How Big Tech Kept Me From Selling Masks
Once upon a time people complained that the Internet was a cross between the Wild West and the pre-war cabaret scene: an unregulated mess where anything and everything is allowed.
I have some bad news for you. The Internet heard our complaints. Into this regulatory void tech companies have birthed the techno-nanny state. And it’s just as bad.
Over the last few months, I’ve been assisting with a project to bring FFP2 masks—the European equivalent of N95 masks—into the United States for non-medical applications.
Before the coronavirus, almost all of the demand for N95 masks was for people who did industrial jobs, such as welding or spraying pesticides. When the pandemic hit, it became critical to shift these supplies to front-line medical workers. But that didn’t obviate the needs of industrial workers for personal protective equipment. Getting a lung full of pesticide is no picnic, either.
So our idea was to find a way to increase the availability of properly-certified protective masks without affecting the supply available for doctors and nurses. As part of my group’s planning, we were also concerned about another upcoming crisis: California wildfires.

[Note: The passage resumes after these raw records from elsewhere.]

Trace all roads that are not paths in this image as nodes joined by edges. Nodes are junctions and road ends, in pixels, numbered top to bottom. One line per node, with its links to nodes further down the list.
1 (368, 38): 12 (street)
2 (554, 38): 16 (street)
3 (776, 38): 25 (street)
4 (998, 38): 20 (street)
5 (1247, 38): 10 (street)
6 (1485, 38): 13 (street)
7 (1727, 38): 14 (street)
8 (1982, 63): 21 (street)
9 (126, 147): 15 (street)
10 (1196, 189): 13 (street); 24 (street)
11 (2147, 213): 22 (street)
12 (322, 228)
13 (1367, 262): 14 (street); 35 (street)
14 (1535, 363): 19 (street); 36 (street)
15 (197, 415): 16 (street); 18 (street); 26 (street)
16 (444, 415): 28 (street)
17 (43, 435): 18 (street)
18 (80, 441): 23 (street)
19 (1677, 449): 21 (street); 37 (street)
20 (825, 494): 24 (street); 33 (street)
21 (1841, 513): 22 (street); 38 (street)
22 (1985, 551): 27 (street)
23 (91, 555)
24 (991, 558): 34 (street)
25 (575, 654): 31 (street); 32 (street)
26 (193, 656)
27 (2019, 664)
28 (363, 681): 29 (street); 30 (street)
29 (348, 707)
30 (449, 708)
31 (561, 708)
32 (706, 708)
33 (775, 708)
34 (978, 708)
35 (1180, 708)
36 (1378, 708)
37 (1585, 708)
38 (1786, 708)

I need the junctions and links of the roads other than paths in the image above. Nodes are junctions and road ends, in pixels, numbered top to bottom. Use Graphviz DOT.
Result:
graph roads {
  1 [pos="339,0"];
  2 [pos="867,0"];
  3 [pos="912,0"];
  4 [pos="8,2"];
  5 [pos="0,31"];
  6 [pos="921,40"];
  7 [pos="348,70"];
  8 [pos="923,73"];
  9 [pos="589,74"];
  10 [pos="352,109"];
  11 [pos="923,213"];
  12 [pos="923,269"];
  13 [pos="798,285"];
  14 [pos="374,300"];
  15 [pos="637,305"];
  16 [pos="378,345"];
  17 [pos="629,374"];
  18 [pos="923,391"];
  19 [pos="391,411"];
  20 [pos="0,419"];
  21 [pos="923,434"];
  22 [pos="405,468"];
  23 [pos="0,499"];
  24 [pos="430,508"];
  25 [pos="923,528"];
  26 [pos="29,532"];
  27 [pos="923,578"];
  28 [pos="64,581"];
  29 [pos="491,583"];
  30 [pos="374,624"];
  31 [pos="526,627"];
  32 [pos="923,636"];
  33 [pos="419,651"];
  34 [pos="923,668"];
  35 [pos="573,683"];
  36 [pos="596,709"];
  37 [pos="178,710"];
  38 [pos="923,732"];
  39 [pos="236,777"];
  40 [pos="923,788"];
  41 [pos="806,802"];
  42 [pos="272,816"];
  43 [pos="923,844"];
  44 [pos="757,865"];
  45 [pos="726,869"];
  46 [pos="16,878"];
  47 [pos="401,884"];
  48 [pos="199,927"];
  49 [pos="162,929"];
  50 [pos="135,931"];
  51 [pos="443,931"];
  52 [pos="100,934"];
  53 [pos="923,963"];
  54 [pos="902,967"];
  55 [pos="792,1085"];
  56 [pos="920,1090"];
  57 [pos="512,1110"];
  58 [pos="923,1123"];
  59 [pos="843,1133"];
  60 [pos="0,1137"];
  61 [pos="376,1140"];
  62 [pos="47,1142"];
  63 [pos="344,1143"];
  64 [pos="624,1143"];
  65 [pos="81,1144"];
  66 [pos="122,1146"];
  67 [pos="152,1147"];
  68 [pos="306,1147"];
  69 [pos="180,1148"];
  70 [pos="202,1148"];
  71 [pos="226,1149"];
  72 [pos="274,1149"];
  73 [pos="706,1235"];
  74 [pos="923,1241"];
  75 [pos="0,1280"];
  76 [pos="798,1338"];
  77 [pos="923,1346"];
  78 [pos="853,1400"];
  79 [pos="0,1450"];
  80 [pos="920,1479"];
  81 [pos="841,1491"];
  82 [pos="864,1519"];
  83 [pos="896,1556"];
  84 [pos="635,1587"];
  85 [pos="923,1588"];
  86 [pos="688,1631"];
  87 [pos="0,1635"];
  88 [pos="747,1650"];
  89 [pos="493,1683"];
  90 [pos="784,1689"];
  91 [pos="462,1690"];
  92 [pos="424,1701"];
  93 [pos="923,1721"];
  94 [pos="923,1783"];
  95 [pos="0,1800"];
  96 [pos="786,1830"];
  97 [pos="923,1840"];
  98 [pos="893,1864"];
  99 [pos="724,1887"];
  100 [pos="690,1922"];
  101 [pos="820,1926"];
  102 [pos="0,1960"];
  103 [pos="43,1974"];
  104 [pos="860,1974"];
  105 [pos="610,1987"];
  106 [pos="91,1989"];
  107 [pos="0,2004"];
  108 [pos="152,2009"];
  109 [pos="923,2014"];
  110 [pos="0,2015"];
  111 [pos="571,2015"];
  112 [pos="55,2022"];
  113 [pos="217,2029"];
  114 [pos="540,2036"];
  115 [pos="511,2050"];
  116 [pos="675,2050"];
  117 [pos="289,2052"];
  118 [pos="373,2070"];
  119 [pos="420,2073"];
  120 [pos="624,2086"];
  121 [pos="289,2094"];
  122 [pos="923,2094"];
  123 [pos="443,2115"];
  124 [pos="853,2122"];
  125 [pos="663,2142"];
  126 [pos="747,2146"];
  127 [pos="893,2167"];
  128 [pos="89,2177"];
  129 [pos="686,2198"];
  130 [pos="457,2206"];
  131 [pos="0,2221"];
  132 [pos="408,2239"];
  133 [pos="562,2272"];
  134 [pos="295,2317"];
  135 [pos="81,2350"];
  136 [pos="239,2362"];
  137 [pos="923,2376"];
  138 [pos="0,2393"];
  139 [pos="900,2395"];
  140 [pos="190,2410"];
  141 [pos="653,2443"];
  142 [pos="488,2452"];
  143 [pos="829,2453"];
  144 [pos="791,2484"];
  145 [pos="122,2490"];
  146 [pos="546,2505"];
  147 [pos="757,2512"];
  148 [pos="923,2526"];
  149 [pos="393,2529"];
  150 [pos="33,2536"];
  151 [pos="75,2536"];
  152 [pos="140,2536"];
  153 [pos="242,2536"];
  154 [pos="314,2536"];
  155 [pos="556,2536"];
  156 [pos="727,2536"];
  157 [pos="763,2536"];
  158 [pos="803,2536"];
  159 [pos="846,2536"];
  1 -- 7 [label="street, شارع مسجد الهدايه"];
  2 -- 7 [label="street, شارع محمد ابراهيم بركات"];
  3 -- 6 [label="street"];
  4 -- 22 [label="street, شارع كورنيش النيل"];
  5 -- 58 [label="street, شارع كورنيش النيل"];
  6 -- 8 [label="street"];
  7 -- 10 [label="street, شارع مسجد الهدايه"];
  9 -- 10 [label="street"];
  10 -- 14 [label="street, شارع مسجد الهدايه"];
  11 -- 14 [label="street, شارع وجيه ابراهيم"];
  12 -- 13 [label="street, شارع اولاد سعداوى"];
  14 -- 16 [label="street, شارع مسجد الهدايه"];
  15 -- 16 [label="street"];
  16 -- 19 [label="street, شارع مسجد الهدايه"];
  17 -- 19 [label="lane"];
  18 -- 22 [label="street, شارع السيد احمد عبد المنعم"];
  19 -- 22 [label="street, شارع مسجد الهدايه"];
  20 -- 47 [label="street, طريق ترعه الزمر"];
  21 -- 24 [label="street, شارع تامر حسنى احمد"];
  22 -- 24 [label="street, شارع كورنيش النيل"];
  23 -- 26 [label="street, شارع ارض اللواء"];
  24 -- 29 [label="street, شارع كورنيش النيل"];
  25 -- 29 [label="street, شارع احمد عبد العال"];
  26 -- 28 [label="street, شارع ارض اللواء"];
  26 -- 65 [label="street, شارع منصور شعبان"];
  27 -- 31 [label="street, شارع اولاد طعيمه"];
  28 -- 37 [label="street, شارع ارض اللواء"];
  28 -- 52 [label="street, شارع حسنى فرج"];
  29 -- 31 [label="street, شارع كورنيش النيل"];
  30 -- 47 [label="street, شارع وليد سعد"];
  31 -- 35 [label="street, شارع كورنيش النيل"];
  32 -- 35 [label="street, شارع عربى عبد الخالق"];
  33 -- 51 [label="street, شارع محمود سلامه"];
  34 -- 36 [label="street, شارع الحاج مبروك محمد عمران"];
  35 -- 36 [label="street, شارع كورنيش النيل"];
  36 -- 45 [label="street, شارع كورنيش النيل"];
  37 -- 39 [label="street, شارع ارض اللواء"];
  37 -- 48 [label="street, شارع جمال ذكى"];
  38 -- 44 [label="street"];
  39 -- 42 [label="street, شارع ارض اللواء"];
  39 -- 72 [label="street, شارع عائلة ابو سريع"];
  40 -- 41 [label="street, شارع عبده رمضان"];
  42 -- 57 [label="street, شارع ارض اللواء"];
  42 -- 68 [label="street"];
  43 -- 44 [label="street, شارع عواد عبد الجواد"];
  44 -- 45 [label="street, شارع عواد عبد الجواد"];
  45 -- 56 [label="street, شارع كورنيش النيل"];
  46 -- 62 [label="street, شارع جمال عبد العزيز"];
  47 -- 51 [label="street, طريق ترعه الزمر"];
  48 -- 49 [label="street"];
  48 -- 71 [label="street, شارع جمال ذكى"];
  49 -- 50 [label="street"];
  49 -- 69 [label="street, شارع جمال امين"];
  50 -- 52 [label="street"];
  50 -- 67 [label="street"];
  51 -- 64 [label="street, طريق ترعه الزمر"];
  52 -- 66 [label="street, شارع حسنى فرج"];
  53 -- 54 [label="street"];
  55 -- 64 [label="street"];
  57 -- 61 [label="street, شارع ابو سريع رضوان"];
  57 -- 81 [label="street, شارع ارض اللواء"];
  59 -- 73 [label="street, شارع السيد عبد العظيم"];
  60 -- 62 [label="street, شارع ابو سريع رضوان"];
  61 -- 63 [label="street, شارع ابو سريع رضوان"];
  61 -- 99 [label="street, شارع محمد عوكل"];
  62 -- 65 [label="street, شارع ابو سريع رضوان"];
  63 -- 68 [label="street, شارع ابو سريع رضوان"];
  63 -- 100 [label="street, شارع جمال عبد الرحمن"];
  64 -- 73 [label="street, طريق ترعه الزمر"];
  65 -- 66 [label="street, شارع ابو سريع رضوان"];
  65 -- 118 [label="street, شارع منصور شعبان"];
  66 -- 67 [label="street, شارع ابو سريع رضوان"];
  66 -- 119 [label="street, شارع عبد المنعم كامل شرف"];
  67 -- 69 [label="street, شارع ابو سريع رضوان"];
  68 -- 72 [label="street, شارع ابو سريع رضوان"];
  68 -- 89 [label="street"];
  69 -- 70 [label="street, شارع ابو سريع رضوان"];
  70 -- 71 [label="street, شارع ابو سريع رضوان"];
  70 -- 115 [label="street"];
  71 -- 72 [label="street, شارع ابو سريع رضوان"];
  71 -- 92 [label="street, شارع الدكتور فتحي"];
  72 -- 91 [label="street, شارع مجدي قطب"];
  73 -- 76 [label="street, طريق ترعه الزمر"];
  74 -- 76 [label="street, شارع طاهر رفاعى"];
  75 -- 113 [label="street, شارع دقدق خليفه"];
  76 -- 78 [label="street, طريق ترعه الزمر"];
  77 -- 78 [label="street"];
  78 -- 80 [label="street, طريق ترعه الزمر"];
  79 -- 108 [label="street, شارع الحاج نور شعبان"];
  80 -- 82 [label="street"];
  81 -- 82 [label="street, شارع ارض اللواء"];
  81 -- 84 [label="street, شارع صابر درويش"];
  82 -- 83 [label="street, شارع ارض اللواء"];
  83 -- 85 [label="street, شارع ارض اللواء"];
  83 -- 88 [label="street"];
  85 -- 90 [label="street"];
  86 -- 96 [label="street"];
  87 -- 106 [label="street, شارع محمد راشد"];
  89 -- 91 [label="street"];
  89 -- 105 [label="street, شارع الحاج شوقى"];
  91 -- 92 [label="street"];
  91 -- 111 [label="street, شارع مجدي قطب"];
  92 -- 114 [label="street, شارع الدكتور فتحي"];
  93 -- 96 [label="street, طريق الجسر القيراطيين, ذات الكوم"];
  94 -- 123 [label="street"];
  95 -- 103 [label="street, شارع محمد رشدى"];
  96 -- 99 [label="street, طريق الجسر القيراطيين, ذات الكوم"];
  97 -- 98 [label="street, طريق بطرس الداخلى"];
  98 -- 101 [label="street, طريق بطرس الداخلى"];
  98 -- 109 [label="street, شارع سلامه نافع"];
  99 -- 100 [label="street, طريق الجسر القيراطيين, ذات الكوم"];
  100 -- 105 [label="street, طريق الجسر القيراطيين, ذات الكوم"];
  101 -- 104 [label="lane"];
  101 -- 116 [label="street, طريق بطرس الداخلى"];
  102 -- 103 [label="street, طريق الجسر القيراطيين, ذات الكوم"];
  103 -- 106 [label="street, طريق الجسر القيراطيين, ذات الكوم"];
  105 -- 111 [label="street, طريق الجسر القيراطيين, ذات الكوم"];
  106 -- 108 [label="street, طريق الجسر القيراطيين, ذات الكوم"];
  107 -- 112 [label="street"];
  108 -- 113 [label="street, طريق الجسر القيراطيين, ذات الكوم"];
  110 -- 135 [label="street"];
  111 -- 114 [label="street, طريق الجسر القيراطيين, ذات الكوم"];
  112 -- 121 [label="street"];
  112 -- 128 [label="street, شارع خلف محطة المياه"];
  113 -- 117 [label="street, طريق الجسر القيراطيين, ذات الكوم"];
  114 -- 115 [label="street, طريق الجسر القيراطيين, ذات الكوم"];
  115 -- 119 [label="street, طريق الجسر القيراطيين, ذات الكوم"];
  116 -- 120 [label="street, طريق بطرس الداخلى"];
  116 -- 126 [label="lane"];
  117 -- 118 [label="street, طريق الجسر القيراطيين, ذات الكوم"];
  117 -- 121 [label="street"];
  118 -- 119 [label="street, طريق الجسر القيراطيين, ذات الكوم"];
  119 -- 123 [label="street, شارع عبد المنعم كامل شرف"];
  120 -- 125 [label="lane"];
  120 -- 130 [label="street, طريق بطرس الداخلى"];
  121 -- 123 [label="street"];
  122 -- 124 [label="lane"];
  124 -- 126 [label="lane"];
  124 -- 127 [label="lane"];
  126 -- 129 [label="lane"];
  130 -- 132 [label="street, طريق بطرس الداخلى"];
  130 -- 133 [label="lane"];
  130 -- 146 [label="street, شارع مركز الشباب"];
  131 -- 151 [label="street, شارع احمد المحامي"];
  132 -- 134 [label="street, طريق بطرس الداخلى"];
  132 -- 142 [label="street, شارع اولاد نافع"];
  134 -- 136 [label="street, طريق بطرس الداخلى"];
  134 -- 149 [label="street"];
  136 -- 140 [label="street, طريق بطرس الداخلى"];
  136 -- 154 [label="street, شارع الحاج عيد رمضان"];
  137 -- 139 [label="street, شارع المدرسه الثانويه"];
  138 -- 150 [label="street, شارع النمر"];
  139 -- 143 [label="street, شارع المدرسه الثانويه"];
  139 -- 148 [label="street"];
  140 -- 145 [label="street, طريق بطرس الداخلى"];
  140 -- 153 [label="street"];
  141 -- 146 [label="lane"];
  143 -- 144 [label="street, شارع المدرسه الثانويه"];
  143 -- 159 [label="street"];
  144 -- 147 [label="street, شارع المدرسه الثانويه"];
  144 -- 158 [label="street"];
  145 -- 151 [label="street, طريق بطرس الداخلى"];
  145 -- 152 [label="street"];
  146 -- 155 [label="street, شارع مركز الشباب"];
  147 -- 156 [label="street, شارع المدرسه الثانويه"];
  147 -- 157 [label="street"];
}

California wildfires are a too-regular occurrence and the fires are only part of the problem. For many people the smoke is more dangerous than the fire. When a fire rages out of control, millions of people can be exposed to dangerously unhealthy air pollution levels, sometimes for months at a time. Apart from general discomfort, wildfire smoke causes a sharp increase in emergency room visits and hospitalizations. It can even kill. One study concluded that smoke from the 2012 Oregon wildfires resulted in 1986 emergency room visits and killed 226 people.
N95 masks are traditionally the first line of defense against wildfire smoke. But we knew that during the pandemic, they simply wouldn’t be available.
With all this in mind, our project settled on a fully-certified FFP2 mask that is widely used in Europe for industrial applications—but not certified for use in medical applications.
Under current OSHA guidance, the FFP2 mask is considered an acceptable substitute when NIOSH N95 masks are unavailable. Working with the factory and setting up the logistics to get more of these FFP2s to America was both expensive and complicated. But eventually, all the pieces fell into place.
The first shipment of masks arrived just a few days before the current batch of California wildfires broke out.
Which was what we had planned for. With air quality levels veering into dangerously unhealthful levels up and down the state, we moved to the last mile of the project: getting these pieces of protective equipment into the hands of the people who needed them.
And that’s where everything went sideways, courtesy of the internet.
The obvious solution was to use Facebook and target ads at the areas suffering the worst wildfire smoke emergencies. But, as it turns out, Facebook has imposed a blanket ban on ads for smoke-filtering masks. “During this unprecedented time, we’re temporarily prohibiting ads commercially promoting certain medical supplies and other high-demand products related to COVID-19 as they have been associated with exploitative behavior. This currently includes . . . N95 masks, KN95, P2, DS2, DL2, KF94, N99, FFP2, or other masks that claim health or preventative capabilities.” Twitter and Google have similar policies.
Nanny states—even techno-nanny states—always start out with the best of intentions. But inevitably, the world is more complicated than the planners imagine and even the best of intentions have unanticipated consequences. What began in the early days of the pandemic as a well-meaning policy to keep some vulnerable users from being exploited has now become a policy that keeps other vulnerable users from getting connected with the equipment they need.
When government regulates commerce, there are multiple levels of correction available, from lobbying officials to the ballot box to the courts. But when Google and Facebook decide to impose private regulations, there is no recourse.
Many of these companies were built around the idea of “increasing returns” which is the idea that, in a networked world, the largest and most powerful companies will tend to become larger and more powerful. And that is what has happened. Google, for example, dominates search engine advertising in the United States. If Google decides, for good reason or bad, that your product isn’t going to be found, it isn’t going to be found. Google’s dominance in search has the ability to turn your perfectly-legal product into de facto contraband.
Which is what our project wound up concluding. We canceled orders that would have brought several hundred thousand certified FFP2 masks into California at the peak of the wildfire season. A lot of people won’t get the equipment they need and this has real-world consequences: These people will put up with unnecessary discomfort and some of them may well end up in an emergency room, or worse. At a minimum, because the supply of masks is constrained, the people who do get hold of respirators will pay more for them than they would have otherwise.